Mix ingredients. Puree if needed in a food processor. Pour into pie shell. Bake at 425 degrees for 10 minutes. Lower oven temperature to 350 degrees and bake for 35-40 minutes until the custard is firm.

* Pumpkin can be split in half and seeded. Then bake it in the oven upside down in a little water until soft. Or cook it in the microwave. Poke a couple of holes in the skin to vent steam and cook until soft.Times will vary depending on the size and tenderness of the pumpkin. I think it took about eight to ten minutes in the microwave to get this 6" pumpkin cooked, turning it every two minutes.

Friday, November 02, 2007

Birth order


In a recent issue, Time magazine's cover story was about the intriguing subject of birth order. There is no doubt that our birth order is a strong influence in shaping our personalities and is one explanation why children in the same family are so different. The Time article, alas, ignores the influence of gender which is seriously stupid. There is a great difference, for example, between a boy who is the middle of three sons and another who is the middle between two sisters.

My favorite book on birth order is Family Constellation by Walter Toman who conducted groundbreaking research in both the US and Germany on the subject. This book is not conjecture but the fruit of serious scientific study. Toman discusses personality traits which are commonly associated with various birth positions and what are the best birth order matches for marriage. If two oldest children marry, they often butt heads and jockey for leadership in the relationship. Two youngest marrying frequently fruitlessly look to the other to take charge.

Recently a young couple consulted me. Their marriage of three years is failing. The husband is heartbroken. I am the last ditch effort to save their marriage. The wife wants out. She feels she has outgrown him, doesn't love him, so why prolong the misery. If the wife wants to work on the relationship, I have a shot at salvaging this mess. Since she doesn't, I'm not very optimistic.

In our time together, I learned that they were both unplanned babies. Her mom didn't think she could have any children. She was born via C-section prematurely. She spent her first weeks of life in the NICU hooked up to monitors and tubes. There was some concern about a heart murmur but she outgrew that. She is an only child.

The husband was also unplanned. He is a twin.
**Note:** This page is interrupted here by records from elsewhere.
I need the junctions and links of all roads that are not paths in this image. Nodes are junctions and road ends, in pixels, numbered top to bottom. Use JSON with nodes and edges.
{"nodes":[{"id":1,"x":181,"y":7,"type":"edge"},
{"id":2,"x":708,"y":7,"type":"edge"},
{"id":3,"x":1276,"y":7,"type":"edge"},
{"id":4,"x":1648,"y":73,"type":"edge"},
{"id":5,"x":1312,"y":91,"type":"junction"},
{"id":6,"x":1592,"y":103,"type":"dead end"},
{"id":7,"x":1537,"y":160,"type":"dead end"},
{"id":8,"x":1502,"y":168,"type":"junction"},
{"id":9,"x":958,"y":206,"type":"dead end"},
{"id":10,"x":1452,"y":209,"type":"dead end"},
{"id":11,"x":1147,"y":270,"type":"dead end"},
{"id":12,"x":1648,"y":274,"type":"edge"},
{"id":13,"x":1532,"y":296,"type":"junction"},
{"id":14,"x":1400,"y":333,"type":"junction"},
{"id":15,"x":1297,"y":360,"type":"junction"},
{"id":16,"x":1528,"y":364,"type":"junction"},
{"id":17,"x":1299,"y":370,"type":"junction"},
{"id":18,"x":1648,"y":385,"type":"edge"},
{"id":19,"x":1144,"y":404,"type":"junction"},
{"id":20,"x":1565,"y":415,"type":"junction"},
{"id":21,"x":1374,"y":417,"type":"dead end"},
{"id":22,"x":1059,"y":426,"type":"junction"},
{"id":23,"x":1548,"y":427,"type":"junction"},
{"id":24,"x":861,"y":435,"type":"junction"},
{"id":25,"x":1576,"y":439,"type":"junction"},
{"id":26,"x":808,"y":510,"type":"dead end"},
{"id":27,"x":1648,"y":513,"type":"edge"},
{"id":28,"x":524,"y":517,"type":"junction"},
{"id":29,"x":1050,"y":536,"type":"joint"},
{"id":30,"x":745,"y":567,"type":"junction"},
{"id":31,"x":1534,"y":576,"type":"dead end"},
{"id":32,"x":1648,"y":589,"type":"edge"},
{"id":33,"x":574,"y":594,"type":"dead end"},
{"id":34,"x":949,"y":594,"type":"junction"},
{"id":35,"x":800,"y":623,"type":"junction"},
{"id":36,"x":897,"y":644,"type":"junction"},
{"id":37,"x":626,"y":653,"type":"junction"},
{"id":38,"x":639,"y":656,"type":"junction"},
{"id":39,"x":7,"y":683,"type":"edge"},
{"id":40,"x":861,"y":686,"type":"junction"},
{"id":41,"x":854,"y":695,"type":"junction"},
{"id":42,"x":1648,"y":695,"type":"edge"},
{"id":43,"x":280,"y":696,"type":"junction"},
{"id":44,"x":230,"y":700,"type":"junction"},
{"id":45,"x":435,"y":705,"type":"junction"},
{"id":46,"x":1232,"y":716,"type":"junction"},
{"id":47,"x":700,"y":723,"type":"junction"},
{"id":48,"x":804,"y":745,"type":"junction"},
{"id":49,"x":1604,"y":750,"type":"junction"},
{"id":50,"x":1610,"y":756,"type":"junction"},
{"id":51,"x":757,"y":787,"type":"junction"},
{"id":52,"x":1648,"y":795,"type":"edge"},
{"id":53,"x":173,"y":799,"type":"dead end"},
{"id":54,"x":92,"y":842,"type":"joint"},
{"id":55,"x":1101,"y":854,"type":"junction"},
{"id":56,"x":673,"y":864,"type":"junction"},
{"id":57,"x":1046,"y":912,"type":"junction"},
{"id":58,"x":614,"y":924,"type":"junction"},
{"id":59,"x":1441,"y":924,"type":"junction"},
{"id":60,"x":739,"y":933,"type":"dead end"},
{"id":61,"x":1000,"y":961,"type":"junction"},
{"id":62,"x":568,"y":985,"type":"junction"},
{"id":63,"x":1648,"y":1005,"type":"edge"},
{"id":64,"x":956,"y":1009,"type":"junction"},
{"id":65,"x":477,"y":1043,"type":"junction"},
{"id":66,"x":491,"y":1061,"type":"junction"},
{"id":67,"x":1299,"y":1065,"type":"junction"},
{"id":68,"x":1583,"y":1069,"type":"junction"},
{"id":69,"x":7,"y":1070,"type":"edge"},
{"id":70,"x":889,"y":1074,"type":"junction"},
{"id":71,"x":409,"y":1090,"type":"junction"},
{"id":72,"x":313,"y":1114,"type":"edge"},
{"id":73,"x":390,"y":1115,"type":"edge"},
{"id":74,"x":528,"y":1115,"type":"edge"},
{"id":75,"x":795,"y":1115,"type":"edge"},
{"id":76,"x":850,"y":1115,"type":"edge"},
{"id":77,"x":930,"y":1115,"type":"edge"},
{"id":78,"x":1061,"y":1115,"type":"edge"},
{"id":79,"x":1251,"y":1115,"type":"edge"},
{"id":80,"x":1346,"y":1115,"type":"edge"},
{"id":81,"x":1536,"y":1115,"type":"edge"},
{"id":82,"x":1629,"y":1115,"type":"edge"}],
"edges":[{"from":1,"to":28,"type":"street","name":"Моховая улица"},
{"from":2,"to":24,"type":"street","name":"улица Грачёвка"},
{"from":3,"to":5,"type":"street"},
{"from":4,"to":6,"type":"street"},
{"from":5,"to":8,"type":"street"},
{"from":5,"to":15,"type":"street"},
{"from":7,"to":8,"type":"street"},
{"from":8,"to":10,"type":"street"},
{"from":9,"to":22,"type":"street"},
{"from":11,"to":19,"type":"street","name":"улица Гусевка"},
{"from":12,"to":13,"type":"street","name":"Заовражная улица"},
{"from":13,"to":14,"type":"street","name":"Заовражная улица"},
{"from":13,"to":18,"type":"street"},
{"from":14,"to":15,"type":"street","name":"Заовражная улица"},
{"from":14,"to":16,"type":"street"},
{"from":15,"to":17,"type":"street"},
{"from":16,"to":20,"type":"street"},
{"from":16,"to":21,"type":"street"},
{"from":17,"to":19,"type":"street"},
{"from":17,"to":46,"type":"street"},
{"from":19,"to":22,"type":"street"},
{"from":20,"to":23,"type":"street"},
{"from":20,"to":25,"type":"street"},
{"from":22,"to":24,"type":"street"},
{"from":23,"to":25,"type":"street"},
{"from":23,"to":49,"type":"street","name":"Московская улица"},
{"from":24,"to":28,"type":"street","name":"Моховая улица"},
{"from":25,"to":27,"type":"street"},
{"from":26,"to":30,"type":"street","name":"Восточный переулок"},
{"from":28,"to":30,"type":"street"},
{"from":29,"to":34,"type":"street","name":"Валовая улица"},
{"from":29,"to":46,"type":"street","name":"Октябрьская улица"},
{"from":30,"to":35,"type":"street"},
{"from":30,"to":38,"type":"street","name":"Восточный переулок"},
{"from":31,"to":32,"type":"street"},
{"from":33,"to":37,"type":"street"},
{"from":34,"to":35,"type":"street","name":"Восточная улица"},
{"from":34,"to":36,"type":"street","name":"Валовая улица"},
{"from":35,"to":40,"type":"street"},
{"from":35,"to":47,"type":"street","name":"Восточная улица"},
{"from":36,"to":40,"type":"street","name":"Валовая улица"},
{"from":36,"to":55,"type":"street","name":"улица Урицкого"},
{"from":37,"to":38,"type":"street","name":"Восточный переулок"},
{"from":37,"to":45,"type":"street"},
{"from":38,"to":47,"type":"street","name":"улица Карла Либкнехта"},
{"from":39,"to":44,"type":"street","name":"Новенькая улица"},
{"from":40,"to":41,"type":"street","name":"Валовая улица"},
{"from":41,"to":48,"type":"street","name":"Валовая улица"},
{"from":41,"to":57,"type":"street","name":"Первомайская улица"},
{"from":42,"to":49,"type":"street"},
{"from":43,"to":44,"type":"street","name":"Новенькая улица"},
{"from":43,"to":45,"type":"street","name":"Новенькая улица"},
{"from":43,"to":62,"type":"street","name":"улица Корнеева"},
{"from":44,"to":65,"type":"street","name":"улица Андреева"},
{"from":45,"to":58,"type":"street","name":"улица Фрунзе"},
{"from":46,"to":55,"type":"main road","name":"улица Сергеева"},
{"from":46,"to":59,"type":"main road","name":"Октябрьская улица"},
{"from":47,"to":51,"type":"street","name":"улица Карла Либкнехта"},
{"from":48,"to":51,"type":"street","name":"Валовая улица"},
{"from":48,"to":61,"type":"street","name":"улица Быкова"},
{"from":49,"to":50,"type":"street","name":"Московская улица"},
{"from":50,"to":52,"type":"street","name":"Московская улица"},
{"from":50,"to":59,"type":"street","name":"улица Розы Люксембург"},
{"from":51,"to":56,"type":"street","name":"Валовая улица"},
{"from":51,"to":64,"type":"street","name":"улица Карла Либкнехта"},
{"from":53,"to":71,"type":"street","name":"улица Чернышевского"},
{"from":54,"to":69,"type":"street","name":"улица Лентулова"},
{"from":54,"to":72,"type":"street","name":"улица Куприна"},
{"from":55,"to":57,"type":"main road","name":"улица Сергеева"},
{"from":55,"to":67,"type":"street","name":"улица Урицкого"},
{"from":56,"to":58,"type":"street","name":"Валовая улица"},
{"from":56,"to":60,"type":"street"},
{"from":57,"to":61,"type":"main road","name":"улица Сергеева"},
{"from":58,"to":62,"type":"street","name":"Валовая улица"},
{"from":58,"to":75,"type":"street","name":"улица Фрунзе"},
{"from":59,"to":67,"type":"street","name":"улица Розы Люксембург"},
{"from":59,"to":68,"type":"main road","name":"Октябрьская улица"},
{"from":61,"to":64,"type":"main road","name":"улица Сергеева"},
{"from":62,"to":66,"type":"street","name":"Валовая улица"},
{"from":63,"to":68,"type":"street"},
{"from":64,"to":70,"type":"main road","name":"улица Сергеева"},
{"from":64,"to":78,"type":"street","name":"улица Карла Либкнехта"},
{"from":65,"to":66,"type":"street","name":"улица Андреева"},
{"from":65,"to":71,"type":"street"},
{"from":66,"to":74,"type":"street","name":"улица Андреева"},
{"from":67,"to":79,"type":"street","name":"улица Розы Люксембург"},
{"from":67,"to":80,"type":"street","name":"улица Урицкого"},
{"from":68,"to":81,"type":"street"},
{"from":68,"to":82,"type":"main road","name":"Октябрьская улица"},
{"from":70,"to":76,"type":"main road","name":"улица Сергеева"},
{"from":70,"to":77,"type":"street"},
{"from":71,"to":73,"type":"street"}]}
He too was premature and spent several weeks in a NICU. In fact, it was the very same unit as his wife's . He also had a heart murmur that he outgrew. He and his twin brother were his mom's only living children. During his mom's first marriage, she had given birth to a premature little girl who had lived only a few days before she died. Mom's first marriage ended shortly after that tragedy.

This couple's history is a nightmare. There is so much pain, fear and sadness here. But the birth order alone is intriguing. The young wife is an only child who was catered to and most likely was indulged by her parents and her grandparents.She was the center piece of her birth family and the first grandchild on both sides. Now she wonders what is wrong with her husband. He just doesn't get that she is a princess. She is still a child, the only child whose mom and dad are at her beck and call. He, on the other hand, had to share with his brother from the moment of conception on. He is used to taking turns and sharing, but there is the chronic frustration of not getting enough from his mom. He got half the love and attention that a single birth baby would receive and he's now married to a gal who may have gotten too much. Does this mean that the marriage cannot be saved? No, but one key part of the treatment would be to instruct them in what ways their birth order influences how they conduct life and how they react to each other.